NewsInsight

バーチャルアプライアンスとして動作するセキュリティ製品

仮想サーバは仮想パッチで保護

2007/11/06

　住商情報システムは11月6日、仮想サーバのセキュリティホールを実質的に塞いで保護するセキュリティソフトウェア「VirtualShield」の販売を開始した。

　VirtualShieldは、米ブルーレーン・ソフトウェアが開発したセキュリティ製品だ。VMware ESX Serverで構築された仮想サーバとハイパーバイザーの間でトラフィックを監視し、ソフトウェアベンダが提供するパッチの動きをエミュレートする。つまり、仮想サーバ本体に直接手を加えなくとも、パッチを適用したのと同レベルの保護を実現する。

　ブルーレーンはこれまで、物理的なサーバを対象に同じように「パッチの外出し」を実現するアプライアンス製品「PatchPoint」を提供してきた。

　PatchPointはサーバに送られてくる通信の内容をアプリケーションプロキシで検査し、脆弱性を狙う悪意あるトラフィックが含まれていることが分かれば、ベンダ提供のパッチが行うのと同じように無害化処理を行う。つまり、サーバ本体にパッチを適用しなくても、実質的に脆弱性を塞ぐことができる。

　PatchPointを投入した背景には、セキュリティパッチの迅速な適用が不可欠なことは分かるが、現に稼働しているサーバにはなるべく手を加えたくないという管理者のニーズがある。パッチを適用するとなれば、既存のアプリケーションとの互換性確認や動作検証、サービス停止に向けた調整など、さまざまな作業が発生する。不正アクセスの増加を考えると即座にパッチを当てるのが理想だが、現実はそうもいかない……という状況を「仮想パッチ」によって解決するというアプローチだ。

　VirtualShieldは、こうしたPatchPointのコア技術を仮想サーバ向けに提供するものだ。VMWare ESX Serverのバーチャルスイッチ側で、トラフィックが必ずVirtualShieldを経由するよう設定し、その上の仮想サーバをまとめて保護する。

　住商情報システム、IT基盤ソリューション事業部の赤澤卓真氏（セキュリティソリューション部主任）は「スペースや電源、空調の節約、あるいはセキュリティ向上といった観点から仮想化技術の導入が進んでいるが、それにともない、仮想サーバについてもパッチ管理という課題が浮上してくるだろう」と述べている。特に、VMotionなどの技術によって柔軟に仮想サーバを立ち上げられるようになれば、リソースの活用という意味では利点だが、パッチ管理はさらに煩雑になるという。

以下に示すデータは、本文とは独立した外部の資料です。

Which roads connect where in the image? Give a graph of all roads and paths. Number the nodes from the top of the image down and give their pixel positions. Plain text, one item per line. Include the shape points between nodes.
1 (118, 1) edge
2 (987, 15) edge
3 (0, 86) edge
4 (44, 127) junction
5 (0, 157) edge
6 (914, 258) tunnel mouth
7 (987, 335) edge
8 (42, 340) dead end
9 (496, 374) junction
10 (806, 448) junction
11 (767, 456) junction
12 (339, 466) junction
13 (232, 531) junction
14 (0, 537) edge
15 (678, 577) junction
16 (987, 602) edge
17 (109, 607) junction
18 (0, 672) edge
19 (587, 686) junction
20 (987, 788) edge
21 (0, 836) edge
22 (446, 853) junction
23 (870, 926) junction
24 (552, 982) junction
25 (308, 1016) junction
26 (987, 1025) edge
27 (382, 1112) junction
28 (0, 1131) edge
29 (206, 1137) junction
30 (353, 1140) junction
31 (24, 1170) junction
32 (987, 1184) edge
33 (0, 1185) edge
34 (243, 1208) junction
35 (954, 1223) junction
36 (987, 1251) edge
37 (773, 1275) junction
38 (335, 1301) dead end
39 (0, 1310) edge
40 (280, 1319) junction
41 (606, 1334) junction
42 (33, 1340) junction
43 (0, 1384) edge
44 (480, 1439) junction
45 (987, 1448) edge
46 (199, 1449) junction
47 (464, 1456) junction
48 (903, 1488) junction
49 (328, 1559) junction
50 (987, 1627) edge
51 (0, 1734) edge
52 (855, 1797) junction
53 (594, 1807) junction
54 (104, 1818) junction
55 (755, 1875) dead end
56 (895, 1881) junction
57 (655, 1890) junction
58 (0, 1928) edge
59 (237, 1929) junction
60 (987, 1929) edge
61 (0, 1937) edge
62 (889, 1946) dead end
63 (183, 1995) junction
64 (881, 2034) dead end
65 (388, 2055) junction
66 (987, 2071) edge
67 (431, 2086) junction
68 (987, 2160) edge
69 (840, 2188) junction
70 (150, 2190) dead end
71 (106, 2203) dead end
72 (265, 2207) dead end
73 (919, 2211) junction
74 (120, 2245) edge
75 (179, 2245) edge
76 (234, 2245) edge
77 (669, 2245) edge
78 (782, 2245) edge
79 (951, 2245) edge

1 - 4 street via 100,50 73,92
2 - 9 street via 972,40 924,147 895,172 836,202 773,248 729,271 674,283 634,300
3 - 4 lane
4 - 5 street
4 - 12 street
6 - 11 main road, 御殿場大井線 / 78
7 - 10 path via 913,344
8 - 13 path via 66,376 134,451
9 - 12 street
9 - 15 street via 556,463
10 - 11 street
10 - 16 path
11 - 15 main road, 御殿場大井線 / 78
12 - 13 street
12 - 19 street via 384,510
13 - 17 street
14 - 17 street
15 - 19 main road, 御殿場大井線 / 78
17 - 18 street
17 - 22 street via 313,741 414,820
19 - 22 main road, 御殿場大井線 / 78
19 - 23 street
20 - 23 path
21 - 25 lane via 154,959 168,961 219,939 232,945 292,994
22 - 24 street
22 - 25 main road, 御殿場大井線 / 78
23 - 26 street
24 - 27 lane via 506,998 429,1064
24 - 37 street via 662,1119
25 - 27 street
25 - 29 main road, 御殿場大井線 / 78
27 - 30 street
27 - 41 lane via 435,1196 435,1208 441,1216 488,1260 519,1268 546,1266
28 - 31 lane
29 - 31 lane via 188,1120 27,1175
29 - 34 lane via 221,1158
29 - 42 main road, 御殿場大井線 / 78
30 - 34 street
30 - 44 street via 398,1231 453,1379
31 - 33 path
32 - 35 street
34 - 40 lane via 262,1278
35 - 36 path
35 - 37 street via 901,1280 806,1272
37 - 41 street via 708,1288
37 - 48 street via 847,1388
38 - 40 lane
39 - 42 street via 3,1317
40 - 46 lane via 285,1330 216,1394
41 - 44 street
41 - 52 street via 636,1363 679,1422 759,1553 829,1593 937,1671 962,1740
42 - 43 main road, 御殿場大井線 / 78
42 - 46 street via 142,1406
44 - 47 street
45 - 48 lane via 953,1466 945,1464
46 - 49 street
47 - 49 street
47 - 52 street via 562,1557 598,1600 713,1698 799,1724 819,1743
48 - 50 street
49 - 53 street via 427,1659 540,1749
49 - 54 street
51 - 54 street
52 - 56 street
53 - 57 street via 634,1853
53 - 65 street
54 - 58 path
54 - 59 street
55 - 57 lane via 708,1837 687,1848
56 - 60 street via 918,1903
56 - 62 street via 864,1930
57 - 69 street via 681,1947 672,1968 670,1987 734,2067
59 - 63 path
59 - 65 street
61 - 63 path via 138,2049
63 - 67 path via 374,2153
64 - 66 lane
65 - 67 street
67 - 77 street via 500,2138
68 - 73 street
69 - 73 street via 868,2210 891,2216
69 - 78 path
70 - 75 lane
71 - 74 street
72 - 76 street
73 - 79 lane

　VirtualShieldは、こうした部分をバーチャルアプライアンスの形で解決する。既にサポートが終了した古いプラットフォームを仮想化環境に移行する場合にも有効という。

　ハイパーバイザーと仮想サーバの間にさらに一段処理を加えることによって、パフォーマンスへの影響も考えられるが「事前にきちんとサイジングしておけば問題ない」と赤澤氏は述べた。また、VMware ESX Server自体が持つ機能で負荷の調整も可能という。

　なお、仮想パッチの実現方法はPatchPointと同じだ。WindowsやSolaris、Red Hat Enterprise Linux、SuSEといったOSのほか、ApacheやSendmail、IISやSQL Serverといったアプリケーション向けにベンダが提供する公式のパッチをブルーレーン側で解析し、「InlinePatch」という独自のパッチとして実装する。ただし、PatchPointではOracleデータベースも対象に含まれているのに対し、VMware上で動作するVirtualShieldはサポート外となっている。

　価格は29万8000円から。11月6日より、VMwareの国内代理店であるネットワールドを通じて販売を開始する。